▶ [YOUR GOAL] Pull each line with the string "down" from the entries.

▶ [EXTRACTED INFORMATION]
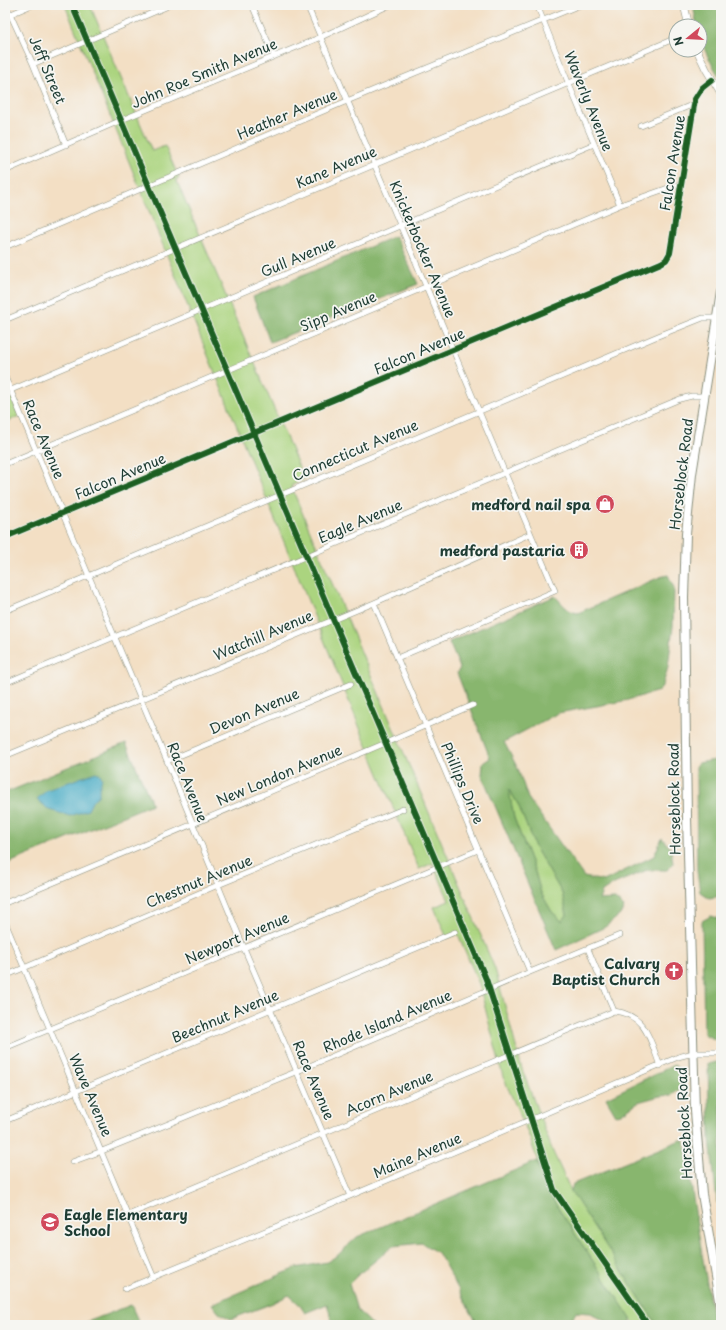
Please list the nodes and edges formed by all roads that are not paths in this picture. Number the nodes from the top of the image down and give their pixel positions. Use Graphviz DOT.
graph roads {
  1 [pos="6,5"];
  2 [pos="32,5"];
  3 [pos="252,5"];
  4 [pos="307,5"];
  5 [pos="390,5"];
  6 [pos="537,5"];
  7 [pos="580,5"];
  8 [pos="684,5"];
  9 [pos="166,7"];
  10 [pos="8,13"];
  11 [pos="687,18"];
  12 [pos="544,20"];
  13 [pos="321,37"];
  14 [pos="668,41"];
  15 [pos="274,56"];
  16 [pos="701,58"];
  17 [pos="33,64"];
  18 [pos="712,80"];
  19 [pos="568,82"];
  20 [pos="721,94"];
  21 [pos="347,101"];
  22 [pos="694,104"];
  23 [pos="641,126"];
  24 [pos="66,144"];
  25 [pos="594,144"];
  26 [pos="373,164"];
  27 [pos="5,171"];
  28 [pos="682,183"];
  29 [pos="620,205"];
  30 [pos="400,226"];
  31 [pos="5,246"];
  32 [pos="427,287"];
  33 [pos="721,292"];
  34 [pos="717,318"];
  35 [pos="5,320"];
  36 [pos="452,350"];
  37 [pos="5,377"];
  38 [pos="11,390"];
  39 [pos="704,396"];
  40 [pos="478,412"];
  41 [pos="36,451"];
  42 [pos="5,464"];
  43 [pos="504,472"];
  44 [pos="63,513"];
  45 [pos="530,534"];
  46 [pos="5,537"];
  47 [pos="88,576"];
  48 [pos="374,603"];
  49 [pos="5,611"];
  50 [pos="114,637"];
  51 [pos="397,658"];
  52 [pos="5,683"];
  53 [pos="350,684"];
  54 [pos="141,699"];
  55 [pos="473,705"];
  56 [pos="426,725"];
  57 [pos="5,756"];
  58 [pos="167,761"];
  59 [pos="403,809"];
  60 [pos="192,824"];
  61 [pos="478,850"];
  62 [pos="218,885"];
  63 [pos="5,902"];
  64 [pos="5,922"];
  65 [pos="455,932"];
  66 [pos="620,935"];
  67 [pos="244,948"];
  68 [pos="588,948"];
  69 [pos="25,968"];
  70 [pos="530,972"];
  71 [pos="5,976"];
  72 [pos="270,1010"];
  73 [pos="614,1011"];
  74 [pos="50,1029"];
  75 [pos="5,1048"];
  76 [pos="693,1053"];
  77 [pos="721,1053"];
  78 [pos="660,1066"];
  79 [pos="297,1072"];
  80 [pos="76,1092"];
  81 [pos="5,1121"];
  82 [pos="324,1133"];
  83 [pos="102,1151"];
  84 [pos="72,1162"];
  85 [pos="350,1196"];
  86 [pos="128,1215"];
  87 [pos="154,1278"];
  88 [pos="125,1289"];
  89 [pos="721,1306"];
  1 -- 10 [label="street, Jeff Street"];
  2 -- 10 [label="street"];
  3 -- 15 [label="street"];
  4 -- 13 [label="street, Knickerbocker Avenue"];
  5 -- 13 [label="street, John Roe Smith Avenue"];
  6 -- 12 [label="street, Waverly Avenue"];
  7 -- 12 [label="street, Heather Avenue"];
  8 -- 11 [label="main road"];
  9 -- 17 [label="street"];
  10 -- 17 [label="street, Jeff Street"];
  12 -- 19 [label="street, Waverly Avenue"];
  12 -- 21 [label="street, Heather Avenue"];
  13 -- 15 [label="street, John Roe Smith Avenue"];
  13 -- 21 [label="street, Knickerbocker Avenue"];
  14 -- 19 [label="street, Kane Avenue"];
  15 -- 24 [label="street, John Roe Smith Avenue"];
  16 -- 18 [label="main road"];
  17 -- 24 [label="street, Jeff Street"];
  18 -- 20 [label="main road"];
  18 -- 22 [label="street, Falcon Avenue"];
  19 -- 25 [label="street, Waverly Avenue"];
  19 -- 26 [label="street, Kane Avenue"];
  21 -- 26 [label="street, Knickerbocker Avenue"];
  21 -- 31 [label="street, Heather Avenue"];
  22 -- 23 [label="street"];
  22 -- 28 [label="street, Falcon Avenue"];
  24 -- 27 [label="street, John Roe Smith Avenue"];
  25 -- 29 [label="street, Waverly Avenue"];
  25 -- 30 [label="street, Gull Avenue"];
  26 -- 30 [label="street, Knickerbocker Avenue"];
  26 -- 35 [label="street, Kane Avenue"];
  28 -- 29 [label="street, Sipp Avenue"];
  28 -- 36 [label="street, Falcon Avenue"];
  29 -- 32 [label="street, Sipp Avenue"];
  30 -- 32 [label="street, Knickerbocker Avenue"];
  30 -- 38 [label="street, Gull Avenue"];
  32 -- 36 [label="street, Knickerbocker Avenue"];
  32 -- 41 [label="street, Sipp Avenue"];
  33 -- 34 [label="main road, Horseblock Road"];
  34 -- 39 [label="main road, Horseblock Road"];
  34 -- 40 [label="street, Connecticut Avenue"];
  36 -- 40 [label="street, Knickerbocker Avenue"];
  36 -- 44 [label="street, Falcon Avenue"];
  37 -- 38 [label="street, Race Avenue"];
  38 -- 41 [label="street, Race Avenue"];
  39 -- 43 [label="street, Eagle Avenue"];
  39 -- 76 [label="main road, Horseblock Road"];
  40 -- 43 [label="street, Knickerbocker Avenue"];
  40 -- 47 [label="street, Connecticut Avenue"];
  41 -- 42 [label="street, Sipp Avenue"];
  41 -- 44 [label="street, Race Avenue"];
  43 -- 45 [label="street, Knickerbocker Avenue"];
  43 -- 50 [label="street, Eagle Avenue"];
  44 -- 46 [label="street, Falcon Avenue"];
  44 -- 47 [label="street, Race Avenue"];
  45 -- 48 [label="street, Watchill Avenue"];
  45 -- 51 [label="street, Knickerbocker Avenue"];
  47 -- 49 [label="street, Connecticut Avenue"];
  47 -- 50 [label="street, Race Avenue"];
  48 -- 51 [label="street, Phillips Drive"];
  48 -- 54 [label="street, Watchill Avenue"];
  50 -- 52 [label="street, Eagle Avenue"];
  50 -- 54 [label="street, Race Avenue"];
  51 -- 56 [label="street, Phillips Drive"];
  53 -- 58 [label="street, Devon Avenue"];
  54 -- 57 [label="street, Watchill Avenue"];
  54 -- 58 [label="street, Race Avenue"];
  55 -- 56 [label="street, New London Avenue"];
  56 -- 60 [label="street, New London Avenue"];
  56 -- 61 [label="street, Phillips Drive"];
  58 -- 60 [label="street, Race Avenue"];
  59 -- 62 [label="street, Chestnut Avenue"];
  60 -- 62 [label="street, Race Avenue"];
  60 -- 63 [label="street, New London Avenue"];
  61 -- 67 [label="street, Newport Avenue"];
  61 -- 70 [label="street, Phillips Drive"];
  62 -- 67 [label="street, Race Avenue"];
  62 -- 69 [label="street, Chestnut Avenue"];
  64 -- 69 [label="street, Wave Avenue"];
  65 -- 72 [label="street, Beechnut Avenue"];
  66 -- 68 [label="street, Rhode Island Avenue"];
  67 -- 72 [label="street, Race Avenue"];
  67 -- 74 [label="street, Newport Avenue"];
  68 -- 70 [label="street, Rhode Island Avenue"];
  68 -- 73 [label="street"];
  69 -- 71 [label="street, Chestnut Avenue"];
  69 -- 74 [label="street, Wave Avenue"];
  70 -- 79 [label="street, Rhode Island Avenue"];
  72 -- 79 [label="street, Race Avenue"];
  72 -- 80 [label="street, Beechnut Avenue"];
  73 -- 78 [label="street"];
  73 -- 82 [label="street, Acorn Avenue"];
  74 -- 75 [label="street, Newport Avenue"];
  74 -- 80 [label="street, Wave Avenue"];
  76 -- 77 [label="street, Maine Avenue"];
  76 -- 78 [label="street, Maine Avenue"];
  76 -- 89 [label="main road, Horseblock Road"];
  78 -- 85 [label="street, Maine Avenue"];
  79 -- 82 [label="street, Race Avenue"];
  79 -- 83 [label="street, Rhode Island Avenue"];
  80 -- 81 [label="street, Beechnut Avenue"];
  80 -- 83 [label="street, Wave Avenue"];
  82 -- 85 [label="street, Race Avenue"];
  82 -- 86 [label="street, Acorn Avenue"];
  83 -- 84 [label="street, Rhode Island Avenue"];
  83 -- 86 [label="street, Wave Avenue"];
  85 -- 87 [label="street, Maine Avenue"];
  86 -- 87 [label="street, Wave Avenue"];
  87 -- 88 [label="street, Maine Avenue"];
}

==

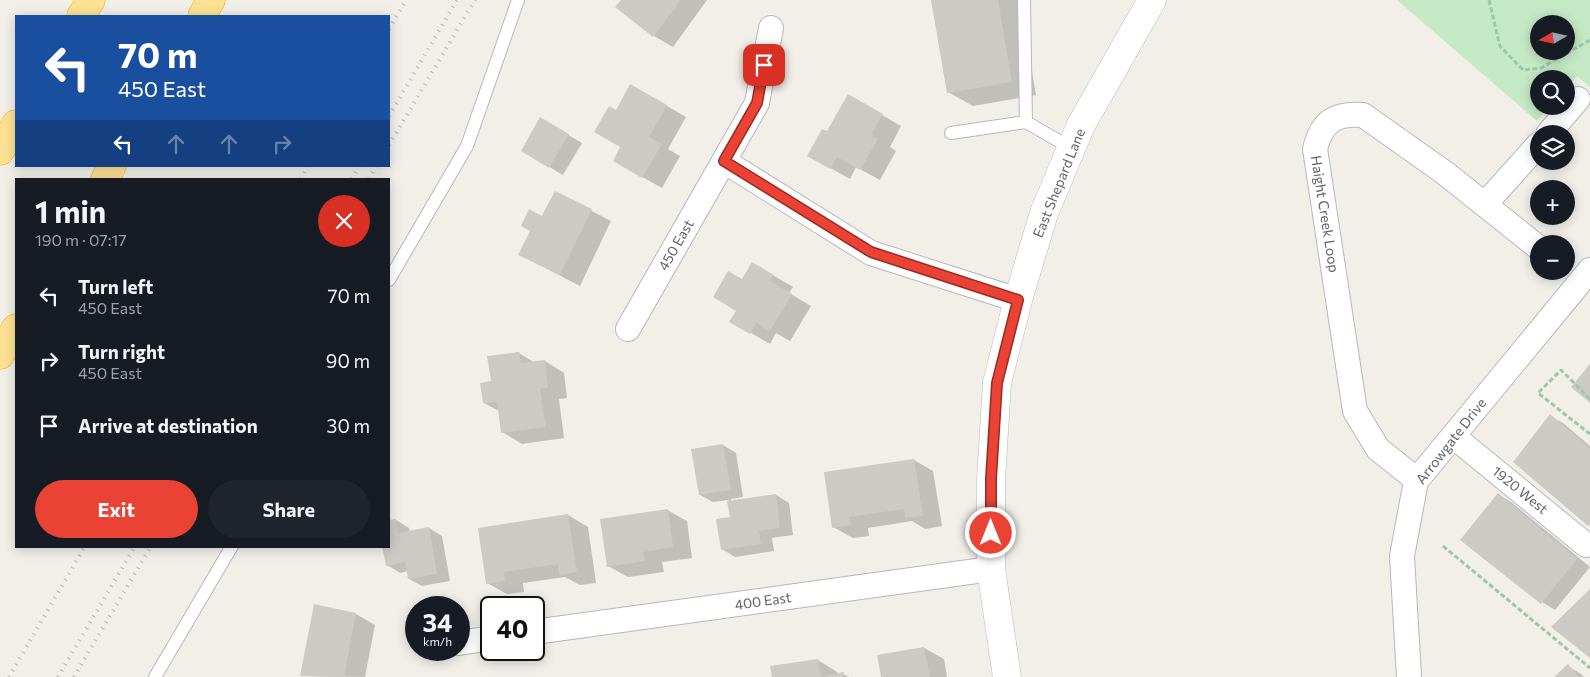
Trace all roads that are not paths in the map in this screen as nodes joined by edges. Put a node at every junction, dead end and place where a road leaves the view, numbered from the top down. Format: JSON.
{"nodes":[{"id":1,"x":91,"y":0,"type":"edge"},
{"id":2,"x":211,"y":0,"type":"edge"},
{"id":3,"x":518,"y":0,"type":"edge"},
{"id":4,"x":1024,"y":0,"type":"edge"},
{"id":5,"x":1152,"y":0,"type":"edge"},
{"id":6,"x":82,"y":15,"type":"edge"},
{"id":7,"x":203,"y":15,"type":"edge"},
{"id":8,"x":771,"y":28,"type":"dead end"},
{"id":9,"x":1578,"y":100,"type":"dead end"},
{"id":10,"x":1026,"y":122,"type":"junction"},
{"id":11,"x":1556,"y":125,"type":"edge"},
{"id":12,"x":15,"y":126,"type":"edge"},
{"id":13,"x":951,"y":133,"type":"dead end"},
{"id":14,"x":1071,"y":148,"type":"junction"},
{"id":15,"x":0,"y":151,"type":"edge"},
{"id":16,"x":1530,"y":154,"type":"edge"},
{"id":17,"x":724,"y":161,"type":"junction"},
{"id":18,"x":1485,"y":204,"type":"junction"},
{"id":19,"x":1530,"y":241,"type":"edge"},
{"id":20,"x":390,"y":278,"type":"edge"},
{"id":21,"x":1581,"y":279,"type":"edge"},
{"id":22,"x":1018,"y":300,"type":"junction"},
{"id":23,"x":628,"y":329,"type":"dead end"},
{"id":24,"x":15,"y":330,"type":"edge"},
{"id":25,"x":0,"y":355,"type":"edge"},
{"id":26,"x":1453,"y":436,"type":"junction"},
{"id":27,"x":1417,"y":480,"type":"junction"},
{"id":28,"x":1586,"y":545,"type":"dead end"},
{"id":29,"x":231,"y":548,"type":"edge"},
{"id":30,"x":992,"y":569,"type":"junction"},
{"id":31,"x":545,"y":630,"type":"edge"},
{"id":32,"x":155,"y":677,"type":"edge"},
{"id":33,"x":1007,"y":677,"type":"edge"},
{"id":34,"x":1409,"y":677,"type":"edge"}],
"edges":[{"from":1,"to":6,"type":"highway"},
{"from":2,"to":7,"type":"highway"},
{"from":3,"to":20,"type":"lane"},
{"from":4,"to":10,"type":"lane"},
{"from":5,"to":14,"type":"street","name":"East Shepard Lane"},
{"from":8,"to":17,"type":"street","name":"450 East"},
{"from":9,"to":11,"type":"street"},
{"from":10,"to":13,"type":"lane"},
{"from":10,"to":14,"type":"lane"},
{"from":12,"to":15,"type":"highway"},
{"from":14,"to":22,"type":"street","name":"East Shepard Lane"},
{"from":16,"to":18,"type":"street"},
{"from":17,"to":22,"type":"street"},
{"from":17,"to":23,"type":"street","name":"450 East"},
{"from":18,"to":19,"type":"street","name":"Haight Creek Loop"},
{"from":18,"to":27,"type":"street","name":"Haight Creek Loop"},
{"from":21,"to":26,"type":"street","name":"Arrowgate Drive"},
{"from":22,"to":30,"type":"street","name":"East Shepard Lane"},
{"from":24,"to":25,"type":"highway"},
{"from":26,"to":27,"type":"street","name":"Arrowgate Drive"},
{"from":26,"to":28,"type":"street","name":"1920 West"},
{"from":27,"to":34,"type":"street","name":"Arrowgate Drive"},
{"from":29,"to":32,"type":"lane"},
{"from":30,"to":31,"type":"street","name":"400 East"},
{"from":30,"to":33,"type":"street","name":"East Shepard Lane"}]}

▶ [SOLUTION FOR THIS TASK]
Please list the nodes and edges formed by all roads that are not paths in this picture. Number the nodes from the top of the image down and give their pixel positions. Use Graphviz DOT.
Trace all roads that are not paths in the map in this screen as nodes joined by edges. Put a node at every junction, dead end and place where a road leaves the view, numbered from the top down. Format: JSON.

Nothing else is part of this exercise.